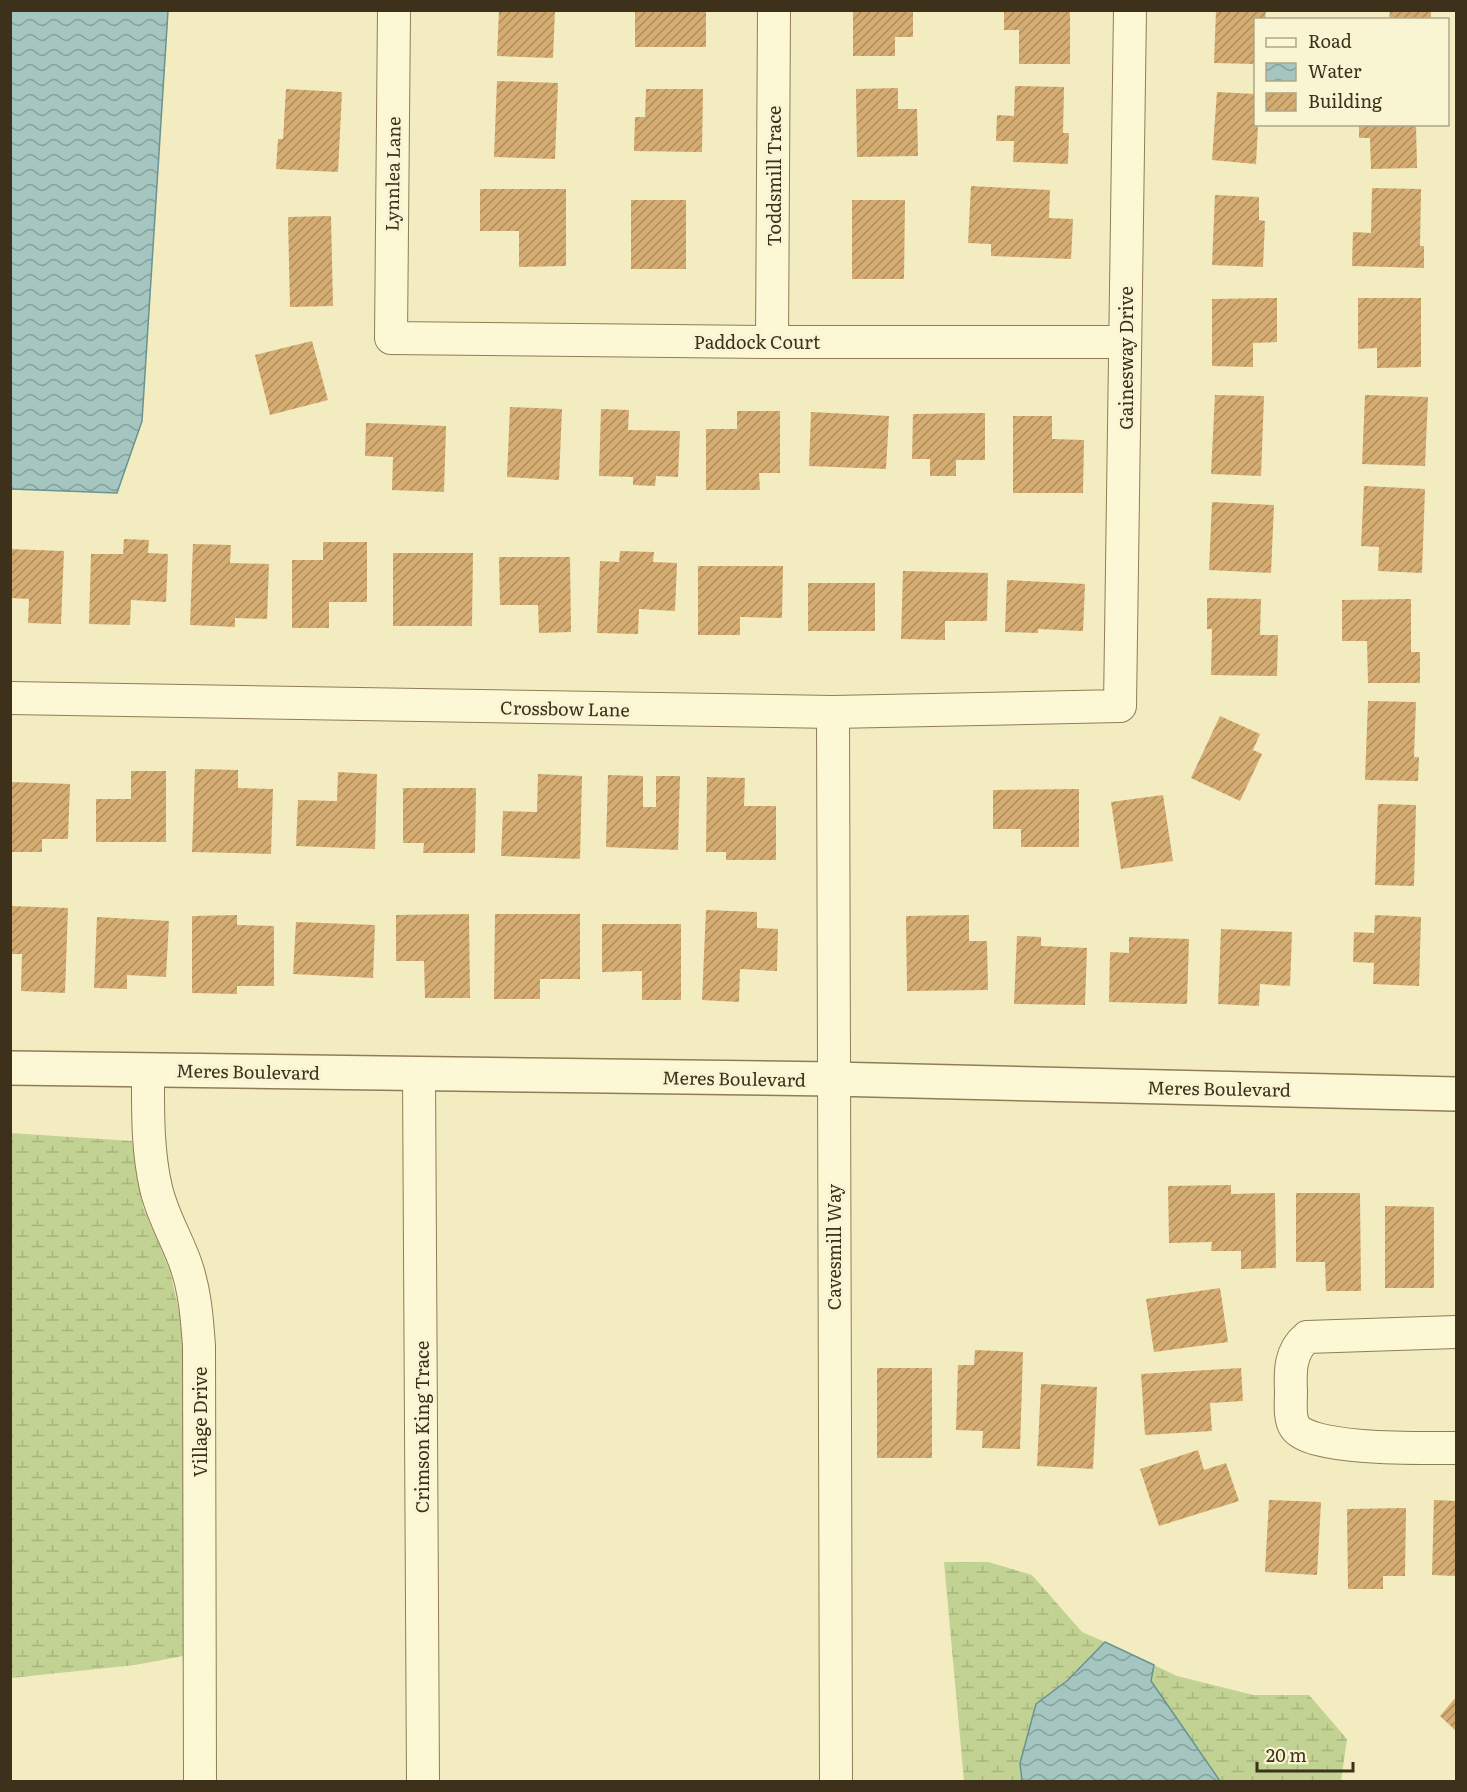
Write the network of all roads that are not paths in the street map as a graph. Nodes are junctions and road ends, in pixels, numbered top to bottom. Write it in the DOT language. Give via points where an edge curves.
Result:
graph roads {
  1 [pos="394,10"];
  2 [pos="774,10"];
  3 [pos="1130,10"];
  4 [pos="391,338"];
  5 [pos="772,342"];
  6 [pos="1124,342"];
  7 [pos="10,698"];
  8 [pos="1120,706"];
  9 [pos="832,712"];
  10 [pos="10,1068"];
  11 [pos="148,1070"];
  12 [pos="419,1073"];
  13 [pos="832,1079"];
  14 [pos="1456,1094"];
  15 [pos="1456,1332"];
  16 [pos="1456,1448"];
  17 [pos="200,1782"];
  18 [pos="423,1782"];
  19 [pos="836,1782"];
  1 -- 4 [label="street, Lynnlea Lane"];
  2 -- 5 [label="street, Toddsmill Trace"];
  3 -- 6 [label="street, Gainesway Drive"];
  4 -- 5 [label="street, Paddock Court"];
  5 -- 6 [label="street, Paddock Court"];
  6 -- 8 [label="street, Gainesway Drive"];
  7 -- 9 [label="street, Crossbow Lane"];
  8 -- 9 [label="street, Crossbow Lane"];
  9 -- 13 [label="street, Cavesmill Way"];
  10 -- 11 [label="street, Meres Boulevard"];
  11 -- 12 [label="street, Meres Boulevard"];
  11 -- 17 [label="street, Village Drive" via="148,1140 156,1188 192,1286 199,1346"];
  12 -- 13 [label="street, Meres Boulevard"];
  12 -- 18 [label="street, Crimson King Trace"];
  13 -- 14 [label="street, Meres Boulevard"];
  13 -- 19 [label="street, Cavesmill Way"];
  15 -- 16 [label="street" via="1307,1337 1299,1344 1290,1370 1292,1420 1295,1429 1302,1433 1373,1448"];
}
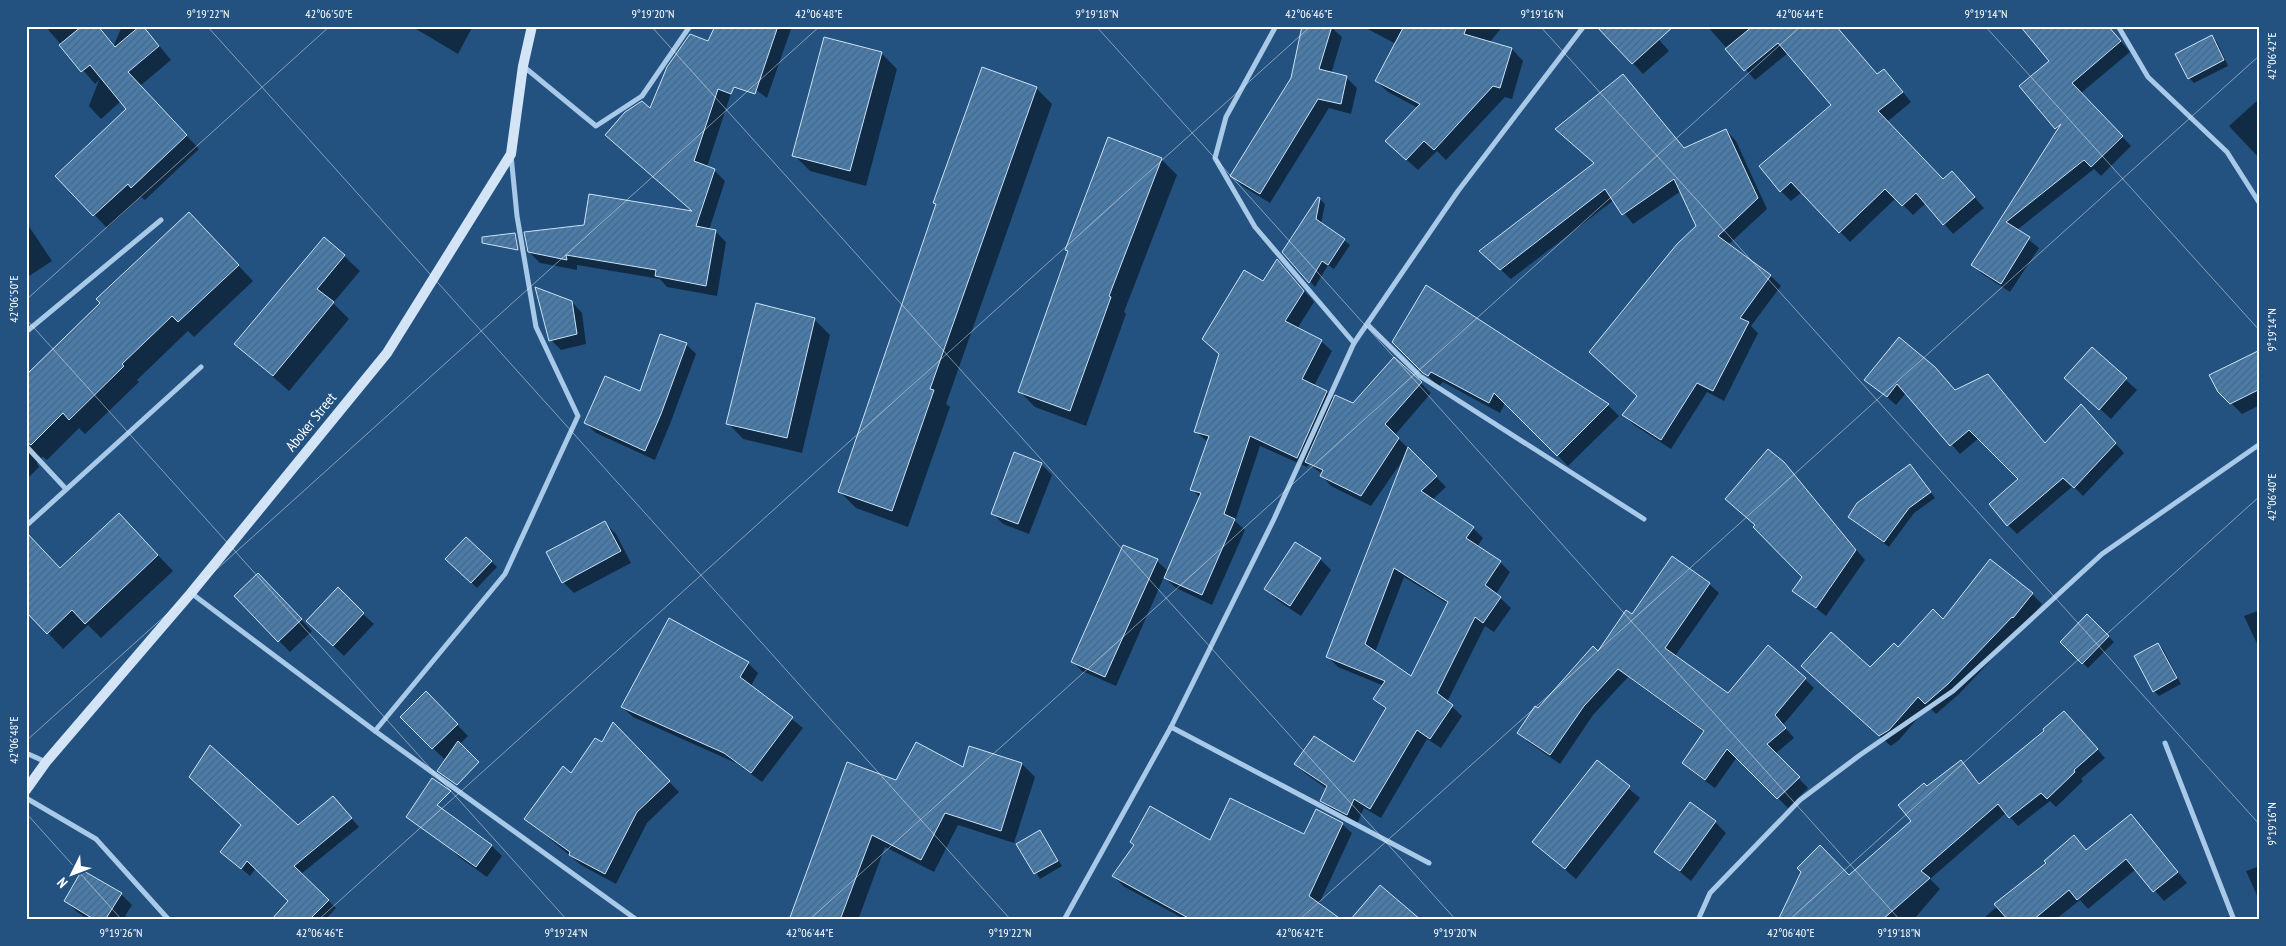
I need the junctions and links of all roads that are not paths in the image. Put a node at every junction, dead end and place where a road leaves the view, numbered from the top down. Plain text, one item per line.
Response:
1 (532, 26) edge
2 (690, 26) edge
3 (1276, 26) edge
4 (1584, 26) edge
5 (2118, 26) edge
6 (523, 66) junction
7 (511, 154) junction
8 (2260, 204) edge
9 (161, 220) dead end
10 (1367, 324) junction
11 (26, 332) edge
12 (1354, 343) junction
13 (201, 367) dead end
14 (2260, 444) edge
15 (26, 446) edge
16 (66, 489) junction
17 (1644, 519) dead end
18 (26, 526) edge
19 (191, 593) junction
20 (1171, 727) junction
21 (375, 731) junction
22 (2165, 743) dead end
23 (26, 753) edge
24 (46, 762) junction
25 (26, 790) edge
26 (26, 798) edge
27 (1429, 863) dead end
28 (169, 920) edge
29 (637, 920) edge
30 (1064, 920) edge
31 (1698, 920) edge
32 (2234, 920) edge

1 - 6 main road, Aboker Street
2 - 6 street
3 - 12 street
4 - 10 street
5 - 8 street
6 - 7 main road, Aboker Street
7 - 19 main road, Aboker Street
7 - 21 street
9 - 11 street
10 - 12 street
10 - 17 street
12 - 20 street
13 - 16 street
14 - 31 street
15 - 16 street
16 - 18 street
19 - 21 street
19 - 24 main road, Aboker Street
20 - 27 street
20 - 30 street
21 - 29 street
22 - 32 street
23 - 24 street
24 - 25 main road, Aboker Street
26 - 28 street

WORK TO COMPLETE → From the first record to the last, retype everything exactly except the images.

TASK OUTPUT →
Write the network of all roads that are not paths in the street map as a graph. Nodes are junctions and road ends, in pixels, numbered top to bottom. Write it in the DOT language. Give via points where an edge curves.
Result:
graph roads {
  1 [pos="394,10"];
  2 [pos="774,10"];
  3 [pos="1130,10"];
  4 [pos="391,338"];
  5 [pos="772,342"];
  6 [pos="1124,342"];
  7 [pos="10,698"];
  8 [pos="1120,706"];
  9 [pos="832,712"];
  10 [pos="10,1068"];
  11 [pos="148,1070"];
  12 [pos="419,1073"];
  13 [pos="832,1079"];
  14 [pos="1456,1094"];
  15 [pos="1456,1332"];
  16 [pos="1456,1448"];
  17 [pos="200,1782"];
  18 [pos="423,1782"];
  19 [pos="836,1782"];
  1 -- 4 [label="street, Lynnlea Lane"];
  2 -- 5 [label="street, Toddsmill Trace"];
  3 -- 6 [label="street, Gainesway Drive"];
  4 -- 5 [label="street, Paddock Court"];
  5 -- 6 [label="street, Paddock Court"];
  6 -- 8 [label="street, Gainesway Drive"];
  7 -- 9 [label="street, Crossbow Lane"];
  8 -- 9 [label="street, Crossbow Lane"];
  9 -- 13 [label="street, Cavesmill Way"];
  10 -- 11 [label="street, Meres Boulevard"];
  11 -- 12 [label="street, Meres Boulevard"];
  11 -- 17 [label="street, Village Drive" via="148,1140 156,1188 192,1286 199,1346"];
  12 -- 13 [label="street, Meres Boulevard"];
  12 -- 18 [label="street, Crimson King Trace"];
  13 -- 14 [label="street, Meres Boulevard"];
  13 -- 19 [label="street, Cavesmill Way"];
  15 -- 16 [label="street" via="1307,1337 1299,1344 1290,1370 1292,1420 1295,1429 1302,1433 1373,1448"];
}
I need the junctions and links of all roads that are not paths in the image. Put a node at every junction, dead end and place where a road leaves the view, numbered from the top down. Plain text, one item per line.
Response:
1 (532, 26) edge
2 (690, 26) edge
3 (1276, 26) edge
4 (1584, 26) edge
5 (2118, 26) edge
6 (523, 66) junction
7 (511, 154) junction
8 (2260, 204) edge
9 (161, 220) dead end
10 (1367, 324) junction
11 (26, 332) edge
12 (1354, 343) junction
13 (201, 367) dead end
14 (2260, 444) edge
15 (26, 446) edge
16 (66, 489) junction
17 (1644, 519) dead end
18 (26, 526) edge
19 (191, 593) junction
20 (1171, 727) junction
21 (375, 731) junction
22 (2165, 743) dead end
23 (26, 753) edge
24 (46, 762) junction
25 (26, 790) edge
26 (26, 798) edge
27 (1429, 863) dead end
28 (169, 920) edge
29 (637, 920) edge
30 (1064, 920) edge
31 (1698, 920) edge
32 (2234, 920) edge

1 - 6 main road, Aboker Street
2 - 6 street
3 - 12 street
4 - 10 street
5 - 8 street
6 - 7 main road, Aboker Street
7 - 19 main road, Aboker Street
7 - 21 street
9 - 11 street
10 - 12 street
10 - 17 street
12 - 20 street
13 - 16 street
14 - 31 street
15 - 16 street
16 - 18 street
19 - 21 street
19 - 24 main road, Aboker Street
20 - 27 street
20 - 30 street
21 - 29 street
22 - 32 street
23 - 24 street
24 - 25 main road, Aboker Street
26 - 28 street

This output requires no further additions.